The first thing you should do is to contrive (build) motivation. You should never prompt a mand when there is no motivation (don’t require your learner to say/sign for something unless you’re sure they want it). Some learners will make this obvious; reaching for an item, pointing to something, but others will make you work for it; maybe a subtle look at the item, or simply tolerate it being around.

Sometimes it may take time to build motivation, and you may need to try a variety of items/activities before the learner has motivation to mand. This is fine, be sure to not rush, motivation is really important when teaching a mand repertoire. If the learner isn’t motivated, try and up your game!

Make sure you ‘cleanse the environment’, in other words, don’t have the learners’ favourite things freely available elsewhere, otherwise why do they need to come to you? Keep reinforcers under your control.

Little and often. The smaller/less duration you deliver a reinforcer, the more likely you are to keep motivation high, and get more teaching trials. Say you’re teaching a mand for ‘biscuit’. Break that bad boy in to tiny pieces. One biscuit can go a long way. If each time your learner says biscuit you give them a whole one, you’ll go through loads, and they’ll probably get full pretty quick! 15 trials from one biscuit is better than 1 trial for one biscuit. You must also consider the learner losing motivation if you are too tight-fisted with reinforcement.

Another good habit to take on is to pair (associate) the item with the vocal/sign you require the learner to do. For example, when playing with a ball, repeatedly saying ‘ball’ when you do it; this will increase the likelihood of requesting spontaneously.

Be sure to use differential reinforcement throughou manding. The more spontaneously and independently the learner is manding, deliver more of the reinforcer, and less for weaker responses. Think of it like performance related pay!

The immediacy of the reinforcer is important, the quicker the reinforcer is delivered, the more likely it was because of the behaviour that preceded it (e.g. the vocal/sign), which we want to encourage. Also, the longer you take to deliver the item, the more likely a less desirable behaviour may occur. Deliver the item sharpish.

It’s important to errorlessly teach – don’t let the learner error when manding (leaving it too long before prompting, or manding incorrectly). Prompt as much as needed to respond correctly. It’s important to remember, use the most effective, but least intrusive prompt. Prompt him enough to respond correctly, but don’t over prompt, it’s a very fine line. Over time, prompts can be faded.

Intersperse mands. Don’t teach one at a time. For early learners, work on 5-10 initially. As a general rule, don’t do more than 3-5 of the same mand in a row, mix it up.
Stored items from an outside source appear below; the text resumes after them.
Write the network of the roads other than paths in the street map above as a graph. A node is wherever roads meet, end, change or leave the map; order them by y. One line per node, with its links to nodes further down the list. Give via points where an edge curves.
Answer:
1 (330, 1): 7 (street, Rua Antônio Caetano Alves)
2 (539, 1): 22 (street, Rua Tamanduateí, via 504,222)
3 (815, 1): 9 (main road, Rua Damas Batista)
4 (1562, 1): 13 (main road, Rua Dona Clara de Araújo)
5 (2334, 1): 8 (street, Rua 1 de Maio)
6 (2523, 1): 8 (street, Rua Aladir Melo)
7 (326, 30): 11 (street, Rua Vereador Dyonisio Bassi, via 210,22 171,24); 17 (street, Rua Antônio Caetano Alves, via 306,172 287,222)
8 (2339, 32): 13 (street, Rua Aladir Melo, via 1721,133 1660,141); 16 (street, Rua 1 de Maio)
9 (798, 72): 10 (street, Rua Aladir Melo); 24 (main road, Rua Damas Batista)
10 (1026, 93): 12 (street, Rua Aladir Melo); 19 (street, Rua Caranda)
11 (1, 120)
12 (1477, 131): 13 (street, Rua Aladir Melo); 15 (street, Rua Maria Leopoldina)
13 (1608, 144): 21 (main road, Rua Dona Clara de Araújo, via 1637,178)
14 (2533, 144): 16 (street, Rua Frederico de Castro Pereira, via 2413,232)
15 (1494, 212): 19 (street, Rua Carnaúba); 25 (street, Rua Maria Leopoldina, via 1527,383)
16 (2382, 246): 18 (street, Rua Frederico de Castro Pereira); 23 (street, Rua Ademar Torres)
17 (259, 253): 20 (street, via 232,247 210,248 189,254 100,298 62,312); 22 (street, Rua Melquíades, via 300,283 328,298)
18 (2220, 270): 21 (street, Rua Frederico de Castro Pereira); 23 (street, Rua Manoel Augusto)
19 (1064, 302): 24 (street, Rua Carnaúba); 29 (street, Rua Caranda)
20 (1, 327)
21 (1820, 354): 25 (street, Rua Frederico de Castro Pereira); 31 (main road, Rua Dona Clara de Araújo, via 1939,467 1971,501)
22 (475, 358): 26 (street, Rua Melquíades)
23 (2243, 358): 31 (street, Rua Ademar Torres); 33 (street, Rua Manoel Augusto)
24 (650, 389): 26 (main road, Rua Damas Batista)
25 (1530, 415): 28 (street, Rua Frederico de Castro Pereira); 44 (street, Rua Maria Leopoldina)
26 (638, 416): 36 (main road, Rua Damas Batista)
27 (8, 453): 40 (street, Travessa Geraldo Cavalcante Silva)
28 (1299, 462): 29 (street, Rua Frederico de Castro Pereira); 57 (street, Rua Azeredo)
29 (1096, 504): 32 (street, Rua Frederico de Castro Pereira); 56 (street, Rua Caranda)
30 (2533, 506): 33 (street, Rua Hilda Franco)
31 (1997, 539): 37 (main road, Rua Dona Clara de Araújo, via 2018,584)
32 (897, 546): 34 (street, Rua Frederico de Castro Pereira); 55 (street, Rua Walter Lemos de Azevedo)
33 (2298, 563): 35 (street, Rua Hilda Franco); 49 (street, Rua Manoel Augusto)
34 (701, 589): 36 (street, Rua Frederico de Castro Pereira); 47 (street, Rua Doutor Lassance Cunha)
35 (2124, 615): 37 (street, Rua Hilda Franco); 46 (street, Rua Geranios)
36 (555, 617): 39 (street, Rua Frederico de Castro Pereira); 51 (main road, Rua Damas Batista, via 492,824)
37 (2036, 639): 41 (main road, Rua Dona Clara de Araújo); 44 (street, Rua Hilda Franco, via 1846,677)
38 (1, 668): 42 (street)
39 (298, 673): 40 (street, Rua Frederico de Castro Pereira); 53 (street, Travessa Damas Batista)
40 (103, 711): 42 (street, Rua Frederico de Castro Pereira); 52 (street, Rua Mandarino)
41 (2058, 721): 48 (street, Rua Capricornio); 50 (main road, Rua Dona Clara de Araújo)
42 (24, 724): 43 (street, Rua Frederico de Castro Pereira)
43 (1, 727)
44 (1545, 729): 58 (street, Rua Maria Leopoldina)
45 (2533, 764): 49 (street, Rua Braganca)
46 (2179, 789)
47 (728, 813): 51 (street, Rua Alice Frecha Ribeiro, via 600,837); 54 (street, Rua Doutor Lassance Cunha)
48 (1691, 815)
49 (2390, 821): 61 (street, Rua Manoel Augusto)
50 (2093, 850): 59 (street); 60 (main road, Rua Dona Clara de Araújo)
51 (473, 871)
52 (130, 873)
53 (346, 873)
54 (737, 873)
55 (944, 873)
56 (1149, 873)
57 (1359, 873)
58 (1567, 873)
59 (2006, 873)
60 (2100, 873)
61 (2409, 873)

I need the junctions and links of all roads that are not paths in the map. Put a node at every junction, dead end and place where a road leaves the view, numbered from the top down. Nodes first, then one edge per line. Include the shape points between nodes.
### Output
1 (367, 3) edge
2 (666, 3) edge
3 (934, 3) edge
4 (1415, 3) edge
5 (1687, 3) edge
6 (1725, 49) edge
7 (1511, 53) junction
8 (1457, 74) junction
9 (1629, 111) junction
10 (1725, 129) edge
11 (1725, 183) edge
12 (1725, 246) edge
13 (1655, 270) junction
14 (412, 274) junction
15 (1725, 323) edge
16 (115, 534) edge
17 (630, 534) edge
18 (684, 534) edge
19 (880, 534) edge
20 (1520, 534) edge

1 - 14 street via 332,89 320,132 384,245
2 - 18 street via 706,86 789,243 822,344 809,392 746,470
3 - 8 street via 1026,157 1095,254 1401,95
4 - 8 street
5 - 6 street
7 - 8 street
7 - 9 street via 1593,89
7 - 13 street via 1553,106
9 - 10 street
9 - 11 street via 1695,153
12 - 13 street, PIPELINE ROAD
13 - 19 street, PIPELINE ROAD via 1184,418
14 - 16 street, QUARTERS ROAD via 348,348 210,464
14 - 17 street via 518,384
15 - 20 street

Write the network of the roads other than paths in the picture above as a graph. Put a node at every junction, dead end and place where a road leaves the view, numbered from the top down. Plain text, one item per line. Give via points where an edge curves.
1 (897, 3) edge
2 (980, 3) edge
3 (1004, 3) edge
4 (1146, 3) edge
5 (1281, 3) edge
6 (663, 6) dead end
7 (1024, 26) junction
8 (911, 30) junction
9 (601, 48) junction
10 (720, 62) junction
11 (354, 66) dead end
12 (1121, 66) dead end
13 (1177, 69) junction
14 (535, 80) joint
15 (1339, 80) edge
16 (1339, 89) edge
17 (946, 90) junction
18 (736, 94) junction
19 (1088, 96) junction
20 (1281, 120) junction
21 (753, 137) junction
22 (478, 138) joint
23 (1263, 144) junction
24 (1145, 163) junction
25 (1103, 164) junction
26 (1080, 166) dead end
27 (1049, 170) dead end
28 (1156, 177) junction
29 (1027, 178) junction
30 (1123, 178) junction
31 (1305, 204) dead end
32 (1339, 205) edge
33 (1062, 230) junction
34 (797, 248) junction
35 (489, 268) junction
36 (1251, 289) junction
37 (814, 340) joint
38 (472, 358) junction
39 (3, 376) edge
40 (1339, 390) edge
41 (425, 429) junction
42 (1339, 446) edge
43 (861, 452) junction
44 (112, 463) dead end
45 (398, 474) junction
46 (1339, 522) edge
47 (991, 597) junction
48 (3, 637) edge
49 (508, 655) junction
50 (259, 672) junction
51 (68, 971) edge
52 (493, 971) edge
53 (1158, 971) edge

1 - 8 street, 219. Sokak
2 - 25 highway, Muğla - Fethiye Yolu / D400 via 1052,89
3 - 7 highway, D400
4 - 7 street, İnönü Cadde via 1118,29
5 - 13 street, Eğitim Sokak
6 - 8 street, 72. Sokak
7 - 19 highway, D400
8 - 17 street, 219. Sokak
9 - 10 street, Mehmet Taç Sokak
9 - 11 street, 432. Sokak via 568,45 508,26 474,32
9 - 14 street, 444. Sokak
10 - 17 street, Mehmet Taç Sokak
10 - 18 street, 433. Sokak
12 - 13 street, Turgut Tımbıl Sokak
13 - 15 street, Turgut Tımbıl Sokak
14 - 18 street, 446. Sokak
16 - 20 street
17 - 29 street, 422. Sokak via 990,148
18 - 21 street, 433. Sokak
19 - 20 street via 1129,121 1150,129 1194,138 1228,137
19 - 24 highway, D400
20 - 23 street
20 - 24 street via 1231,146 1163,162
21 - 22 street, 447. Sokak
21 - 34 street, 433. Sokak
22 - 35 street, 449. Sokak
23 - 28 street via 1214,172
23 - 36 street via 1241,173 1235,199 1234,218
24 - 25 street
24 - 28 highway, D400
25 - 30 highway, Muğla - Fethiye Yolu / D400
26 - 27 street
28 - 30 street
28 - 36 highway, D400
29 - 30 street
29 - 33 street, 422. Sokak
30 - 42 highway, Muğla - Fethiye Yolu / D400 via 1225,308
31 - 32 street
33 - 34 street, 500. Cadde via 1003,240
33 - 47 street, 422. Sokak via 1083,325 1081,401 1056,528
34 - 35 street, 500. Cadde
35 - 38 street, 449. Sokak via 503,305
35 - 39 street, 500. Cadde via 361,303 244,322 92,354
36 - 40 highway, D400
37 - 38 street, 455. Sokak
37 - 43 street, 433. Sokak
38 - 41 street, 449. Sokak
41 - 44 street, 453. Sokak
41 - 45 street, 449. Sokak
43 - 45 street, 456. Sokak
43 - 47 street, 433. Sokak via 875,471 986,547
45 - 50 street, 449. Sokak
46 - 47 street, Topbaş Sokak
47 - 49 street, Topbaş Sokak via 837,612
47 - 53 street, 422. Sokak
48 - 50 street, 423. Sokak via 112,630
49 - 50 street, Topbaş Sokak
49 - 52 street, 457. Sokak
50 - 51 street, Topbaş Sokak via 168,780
This final point gets a mixed review. Don’t choose generalised mands (vague mands, ‘more’, ‘again’, ‘please’). This probably goes against what most people out of the field will advise you to do. But think of it like this….you’re playing with the learner, surrounded by toys – cars, trains, planes, balls – having a good old play. You’re doing loads of cool stuff, having a lovely time, and the learner says ‘more’ or ‘again’. You do what you think the learner wants (1 of the many things you have been doing), but you don’t do what the learner wanted, so they engage in problem behaviour. Bad times. This can all been avoided if we teach specific mands from the off, such as ‘car’, ‘train’, ‘plane’, ‘ball’, notmore’.

I’ve been trained to mostly take trial by trial mand data, recording individual mands as they occur, recording prompt levels, and vocal approximations (if needed) which is definitely needed for those learners who have a developing mand repertoire, especially if you’re trying to shape vocals. Data for this is pretty intense, but it’s necessary. Data is our friend, and ensures we are making the correct decisions for that learner.  

So, get some potential reinforcers together, decide on the mands you want to teach, have fun, and get stuck in!